WHAT YOU WILL DO
Could you copy out all of the records below exactly, leaving out every picture?

MATERIAL SHOWN

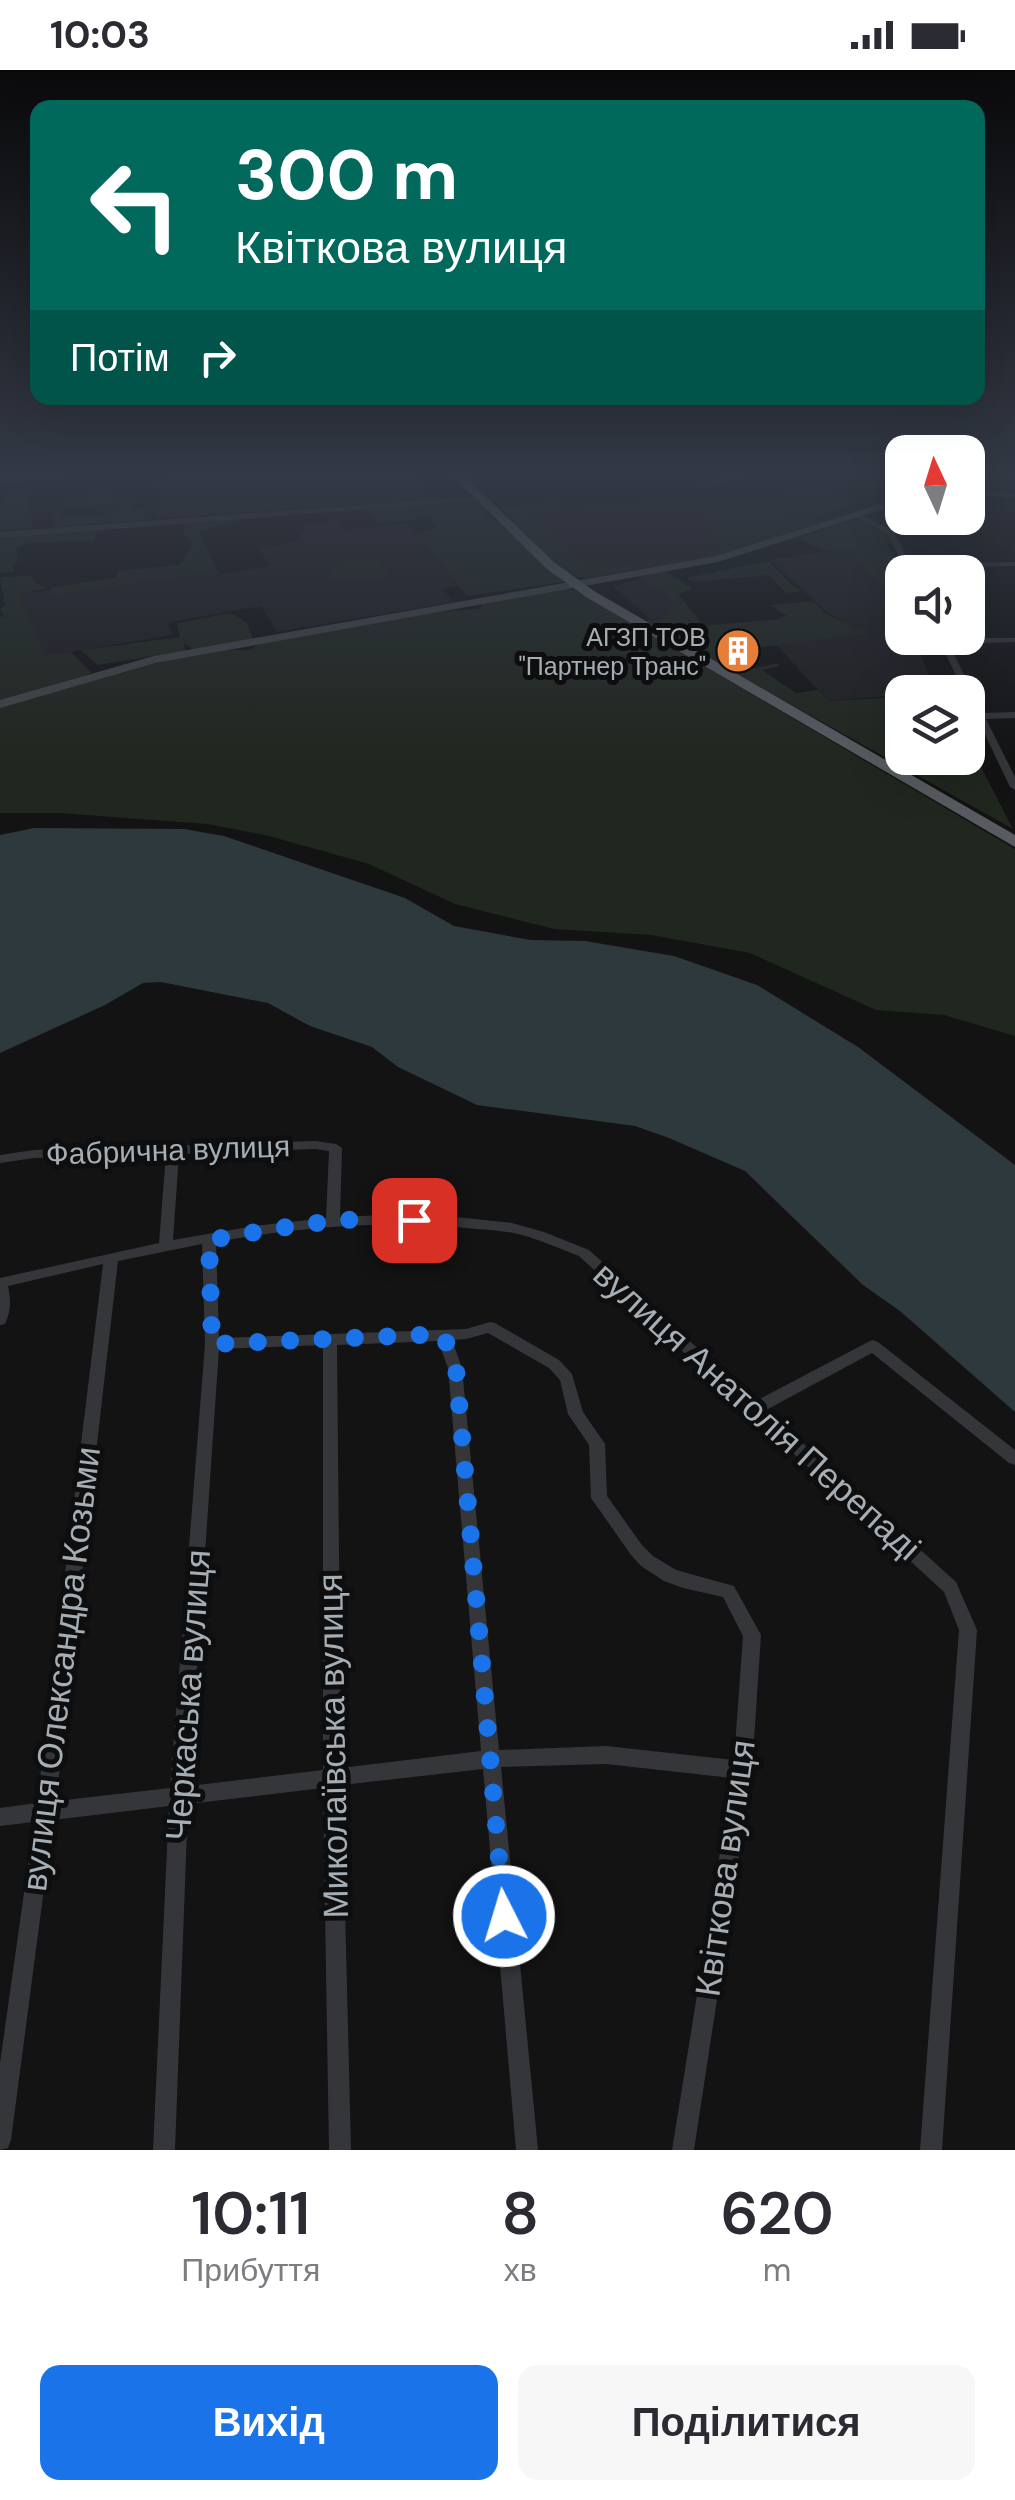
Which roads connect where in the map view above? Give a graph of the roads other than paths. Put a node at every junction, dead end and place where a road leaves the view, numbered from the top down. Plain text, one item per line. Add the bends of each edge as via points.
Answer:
1 (560, 571) edge
2 (645, 571) edge
3 (574, 584) junction
4 (985, 640) edge
5 (1015, 640) edge
6 (0, 704) edge
7 (1015, 715) edge
8 (985, 716) edge
9 (985, 724) edge
10 (1015, 787) edge
11 (1015, 842) edge
12 (174, 1150) junction
13 (0, 1159) edge
14 (333, 1220) junction
15 (209, 1240) junction
16 (166, 1246) junction
17 (110, 1258) junction
18 (0, 1283) edge
19 (0, 1320) edge
20 (443, 1334) junction
21 (330, 1342) junction
22 (212, 1344) junction
23 (755, 1410) junction
24 (1015, 1460) edge
25 (489, 1759) junction
26 (743, 1770) junction
27 (332, 1777) junction
28 (179, 1798) junction
29 (44, 1812) junction
30 (0, 1817) edge
31 (0, 2140) edge
32 (164, 2150) edge
33 (340, 2150) edge
34 (527, 2150) edge
35 (683, 2150) edge
36 (931, 2150) edge

1 - 3 highway
2 - 3 main road
3 - 6 main road via 154,660
3 - 11 highway
4 - 5 street
7 - 8 street
9 - 10 street
12 - 13 street, Фабрична вулиця
12 - 14 street, Фабрична вулиця via 336,1148
12 - 16 street
14 - 15 street, вулиця Анатолія Перепаді
14 - 23 street, вулиця Анатолія Перепаді via 381,1217 515,1228 584,1253
15 - 16 street, вулиця Анатолія Перепаді
15 - 22 street, Черкаська вулиця
16 - 17 street, вулиця Анатолія Перепаді
17 - 18 street, вулиця Анатолія Перепаді
17 - 29 street, вулиця Олександра Козьми
18 - 19 street
20 - 21 street
20 - 25 street via 456,1368
20 - 26 street, Квіткова вулиця via 490,1327 554,1364 567,1378 576,1414 596,1444 598,1498 626,1535 652,1567 676,1580 728,1591 752,1635
21 - 22 street
21 - 27 street, Миколаївська вулиця
22 - 28 street, Черкаська вулиця
23 - 24 street via 873,1346
23 - 36 street, вулиця Анатолія Перепаді via 950,1587 968,1630
25 - 26 street via 606,1755
25 - 27 street
25 - 34 street
26 - 35 street, Квіткова вулиця
27 - 28 street
27 - 33 street, Миколаївська вулиця
28 - 29 street
28 - 32 street, Черкаська вулиця
29 - 30 street
29 - 31 street, вулиця Олександра Козьми

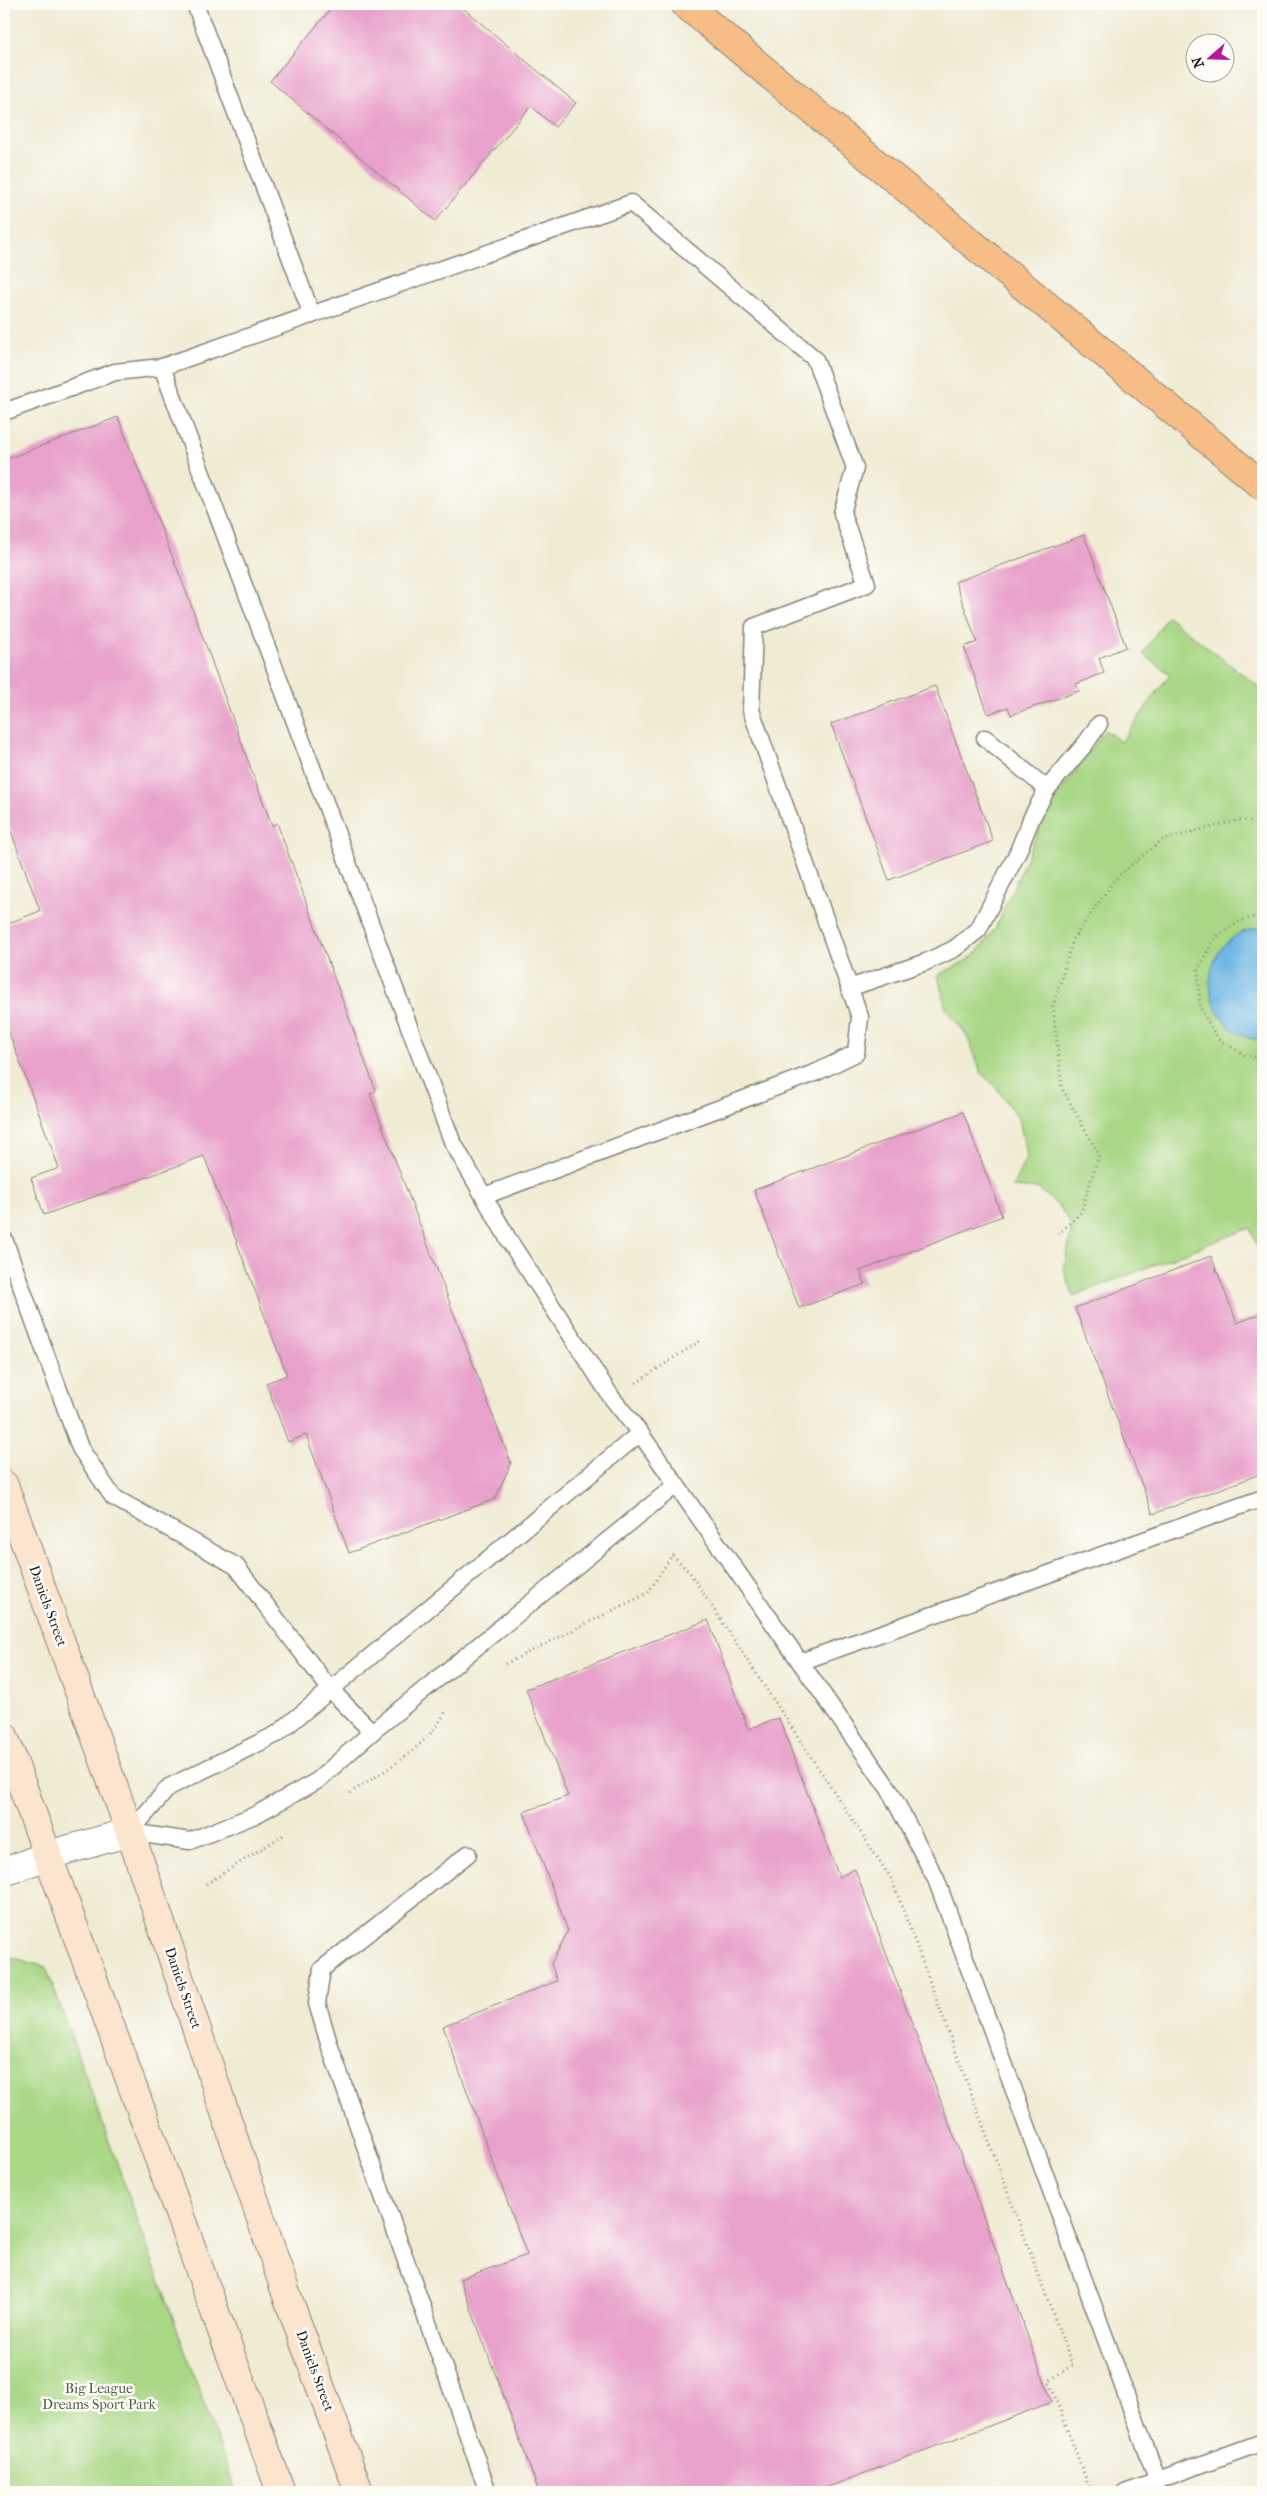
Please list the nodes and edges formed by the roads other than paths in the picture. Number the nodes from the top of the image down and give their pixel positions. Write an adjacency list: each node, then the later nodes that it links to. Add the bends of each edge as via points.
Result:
1 (195, 4): 3 (lane)
2 (686, 4): 6 (highway)
3 (312, 315): 4 (lane); 10 (lane, via 631,203 815,359 855,468 842,513 867,584 754,627 751,710)
4 (162, 367): 5 (lane, via 115,372); 11 (lane, via 452,1141)
5 (4, 412)
6 (1263, 486)
7 (1099, 724): 9 (lane)
8 (985, 738): 9 (lane)
9 (1048, 790): 10 (lane, via 978,930 954,949 926,962)
10 (849, 988): 11 (lane, via 860,1017 856,1053 817,1072)
11 (484, 1196): 13 (lane, via 510,1242 612,1398)
12 (4, 1239): 18 (lane, via 80,1448 113,1497 236,1566)
13 (640, 1433): 15 (lane); 18 (lane)
14 (4, 1485): 21 (main road, Daniels Street)
15 (676, 1485): 17 (lane); 19 (lane)
16 (1263, 1498): 17 (lane)
17 (800, 1662): 26 (lane, via 889,1789 936,1879)
18 (330, 1689): 19 (lane); 21 (lane, via 277,1734 169,1787)
19 (372, 1732): 21 (lane, via 317,1781 255,1815 190,1841)
20 (4, 1736): 23 (main road)
21 (130, 1832): 23 (street); 28 (main road, Daniels Street, via 286,2293)
22 (468, 1854): 29 (lane, via 322,1969 317,2003)
23 (49, 1855): 24 (street); 27 (main road)
24 (4, 1872)
25 (1263, 2442): 26 (lane)
26 (1158, 2481): 30 (lane)
27 (281, 2492)
28 (359, 2492)
29 (488, 2492)
30 (1125, 2492)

WRITTEN ANSWER
Which roads connect where in the map view above? Give a graph of the roads other than paths. Put a node at every junction, dead end and place where a road leaves the view, numbered from the top down. Plain text, one item per line. Add the bends of each edge as via points.
Answer:
1 (560, 571) edge
2 (645, 571) edge
3 (574, 584) junction
4 (985, 640) edge
5 (1015, 640) edge
6 (0, 704) edge
7 (1015, 715) edge
8 (985, 716) edge
9 (985, 724) edge
10 (1015, 787) edge
11 (1015, 842) edge
12 (174, 1150) junction
13 (0, 1159) edge
14 (333, 1220) junction
15 (209, 1240) junction
16 (166, 1246) junction
17 (110, 1258) junction
18 (0, 1283) edge
19 (0, 1320) edge
20 (443, 1334) junction
21 (330, 1342) junction
22 (212, 1344) junction
23 (755, 1410) junction
24 (1015, 1460) edge
25 (489, 1759) junction
26 (743, 1770) junction
27 (332, 1777) junction
28 (179, 1798) junction
29 (44, 1812) junction
30 (0, 1817) edge
31 (0, 2140) edge
32 (164, 2150) edge
33 (340, 2150) edge
34 (527, 2150) edge
35 (683, 2150) edge
36 (931, 2150) edge

1 - 3 highway
2 - 3 main road
3 - 6 main road via 154,660
3 - 11 highway
4 - 5 street
7 - 8 street
9 - 10 street
12 - 13 street, Фабрична вулиця
12 - 14 street, Фабрична вулиця via 336,1148
12 - 16 street
14 - 15 street, вулиця Анатолія Перепаді
14 - 23 street, вулиця Анатолія Перепаді via 381,1217 515,1228 584,1253
15 - 16 street, вулиця Анатолія Перепаді
15 - 22 street, Черкаська вулиця
16 - 17 street, вулиця Анатолія Перепаді
17 - 18 street, вулиця Анатолія Перепаді
17 - 29 street, вулиця Олександра Козьми
18 - 19 street
20 - 21 street
20 - 25 street via 456,1368
20 - 26 street, Квіткова вулиця via 490,1327 554,1364 567,1378 576,1414 596,1444 598,1498 626,1535 652,1567 676,1580 728,1591 752,1635
21 - 22 street
21 - 27 street, Миколаївська вулиця
22 - 28 street, Черкаська вулиця
23 - 24 street via 873,1346
23 - 36 street, вулиця Анатолія Перепаді via 950,1587 968,1630
25 - 26 street via 606,1755
25 - 27 street
25 - 34 street
26 - 35 street, Квіткова вулиця
27 - 28 street
27 - 33 street, Миколаївська вулиця
28 - 29 street
28 - 32 street, Черкаська вулиця
29 - 30 street
29 - 31 street, вулиця Олександра Козьми

Please list the nodes and edges formed by the roads other than paths in the picture. Number the nodes from the top of the image down and give their pixel positions. Write an adjacency list: each node, then the later nodes that it links to. Add the bends of each edge as via points.
Result:
1 (195, 4): 3 (lane)
2 (686, 4): 6 (highway)
3 (312, 315): 4 (lane); 10 (lane, via 631,203 815,359 855,468 842,513 867,584 754,627 751,710)
4 (162, 367): 5 (lane, via 115,372); 11 (lane, via 452,1141)
5 (4, 412)
6 (1263, 486)
7 (1099, 724): 9 (lane)
8 (985, 738): 9 (lane)
9 (1048, 790): 10 (lane, via 978,930 954,949 926,962)
10 (849, 988): 11 (lane, via 860,1017 856,1053 817,1072)
11 (484, 1196): 13 (lane, via 510,1242 612,1398)
12 (4, 1239): 18 (lane, via 80,1448 113,1497 236,1566)
13 (640, 1433): 15 (lane); 18 (lane)
14 (4, 1485): 21 (main road, Daniels Street)
15 (676, 1485): 17 (lane); 19 (lane)
16 (1263, 1498): 17 (lane)
17 (800, 1662): 26 (lane, via 889,1789 936,1879)
18 (330, 1689): 19 (lane); 21 (lane, via 277,1734 169,1787)
19 (372, 1732): 21 (lane, via 317,1781 255,1815 190,1841)
20 (4, 1736): 23 (main road)
21 (130, 1832): 23 (street); 28 (main road, Daniels Street, via 286,2293)
22 (468, 1854): 29 (lane, via 322,1969 317,2003)
23 (49, 1855): 24 (street); 27 (main road)
24 (4, 1872)
25 (1263, 2442): 26 (lane)
26 (1158, 2481): 30 (lane)
27 (281, 2492)
28 (359, 2492)
29 (488, 2492)
30 (1125, 2492)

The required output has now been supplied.